> Exercise
Report every line of the records that includes the word "کوچه".

> Source data
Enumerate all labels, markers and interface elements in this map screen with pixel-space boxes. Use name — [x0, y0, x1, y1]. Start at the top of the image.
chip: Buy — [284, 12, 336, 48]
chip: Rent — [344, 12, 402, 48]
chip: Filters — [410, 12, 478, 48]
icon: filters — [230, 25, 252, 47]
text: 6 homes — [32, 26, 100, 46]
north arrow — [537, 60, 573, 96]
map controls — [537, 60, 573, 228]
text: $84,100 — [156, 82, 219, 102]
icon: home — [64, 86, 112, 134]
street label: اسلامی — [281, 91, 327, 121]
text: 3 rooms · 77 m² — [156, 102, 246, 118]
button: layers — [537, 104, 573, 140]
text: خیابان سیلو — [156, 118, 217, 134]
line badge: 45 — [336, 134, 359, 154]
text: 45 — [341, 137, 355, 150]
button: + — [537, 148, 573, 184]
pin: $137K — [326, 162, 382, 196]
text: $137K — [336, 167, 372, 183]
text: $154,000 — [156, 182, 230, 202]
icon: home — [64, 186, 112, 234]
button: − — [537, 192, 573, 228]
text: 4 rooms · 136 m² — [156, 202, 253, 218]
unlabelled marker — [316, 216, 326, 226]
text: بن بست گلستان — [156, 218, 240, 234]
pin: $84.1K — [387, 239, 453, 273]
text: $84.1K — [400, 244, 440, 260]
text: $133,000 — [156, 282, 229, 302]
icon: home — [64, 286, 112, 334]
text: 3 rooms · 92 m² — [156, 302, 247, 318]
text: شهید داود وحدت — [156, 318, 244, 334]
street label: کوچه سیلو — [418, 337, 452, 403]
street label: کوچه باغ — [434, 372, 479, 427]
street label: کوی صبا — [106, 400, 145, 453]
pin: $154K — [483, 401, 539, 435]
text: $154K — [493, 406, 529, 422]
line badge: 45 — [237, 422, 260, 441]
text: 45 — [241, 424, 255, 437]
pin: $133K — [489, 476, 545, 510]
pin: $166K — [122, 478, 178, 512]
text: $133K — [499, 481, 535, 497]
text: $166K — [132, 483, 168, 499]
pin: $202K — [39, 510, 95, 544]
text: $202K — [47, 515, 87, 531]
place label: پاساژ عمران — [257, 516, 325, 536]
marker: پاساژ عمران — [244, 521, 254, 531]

> Solution
street label: کوچه سیلو — [418, 337, 452, 403]
street label: کوچه باغ — [434, 372, 479, 427]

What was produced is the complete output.